Evaluation Module#

This document explains how the eval_module of the CTF for Science framework is structured and used. It includes metrics definitions, evaluation routines, and batch results handling.

Overview#

The evaluation module provides tools to:

Compute metrics such as:
- Short-time forecast accuracy
- Reconstruction accuracy
- Long-time behavior accuracy using:
  - Histogram comparisons (for ODEs)
  - Spectral analysis (for PDEs)
Extract metrics in a consistent order across sub-datasets
Save results to disk in a reproducible format

Please refer to API for the full API of the evaluation module.

Notes#

Metric scores are always percentages, where 100% means perfect match.
Config files specify which metrics to evaluate per pair:

pairs:
  - id: 1
    metrics: [short_time, reconstruction, long_time]

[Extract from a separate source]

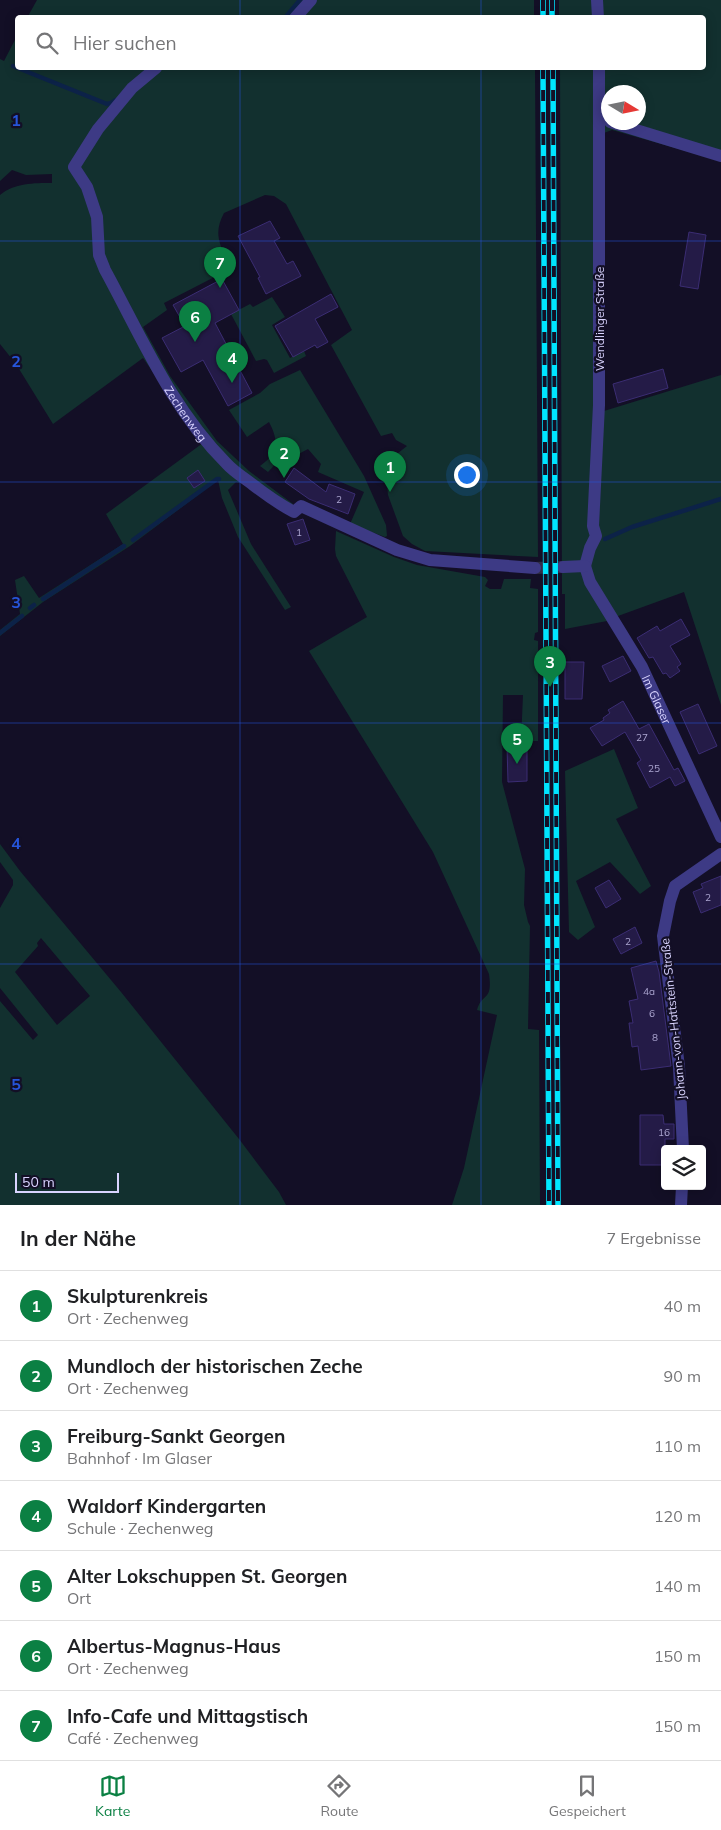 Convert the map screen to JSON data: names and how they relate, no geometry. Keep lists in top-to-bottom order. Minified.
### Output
{"streets":{"street":["Wendlinger Straße","Zechenweg","Im Glaser","Johann-von-Hattstein-Straße"]},"crossings":[["Wendlinger Straße","Im Glaser"]],"house_numbers":["2","1","27","25","2","2","4a","6","8","16"],"scale_bar":"50 m","north":"right","page":{"search":"Hier suchen","pins":["7","6","4","2","1","3","5"],"scale":"50 m","heading":["In der Nähe","7 Ergebnisse"],"list":[{"mark":"1","name":"Skulpturenkreis","note":"Ort · Zechenweg","value":"40 m"},{"mark":"2","name":"Mundloch der historischen Zeche","note":"Ort · Zechenweg","value":"90 m"},{"mark":"3","name":"Freiburg-Sankt Georgen","note":"Bahnhof · Im Glaser","value":"110 m"},{"mark":"4","name":"Waldorf Kindergarten","note":"Schule · Zechenweg","value":"120 m"},{"mark":"5","name":"Alter Lokschuppen St. Georgen","note":"Ort","value":"140 m"},{"mark":"6","name":"Albertus-Magnus-Haus","note":"Ort · Zechenweg","value":"150 m"},{"mark":"7","name":"Info-Cafe und Mittagstisch","note":"Café · Zechenweg","value":"150 m"}],"nav":["Karte","Route","Gespeichert"]},"grid":{"rows":["1","2","3","4","5"]}}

evaluation_params specify parameters like k, modes, bins.

Typical Workflow#

Run a model to get predictions.
Call evaluate(...) to compute metrics.
Call save_results(...) to save predictions, config, and scores.
Optionally use extract_metrics_in_order(...) for plotting.

Future Enhancements#

Additional metrics (e.g., mean absolute error, KL-divergence)
Per-variable breakdown of metrics
Support for multi-output models with task-specific metrics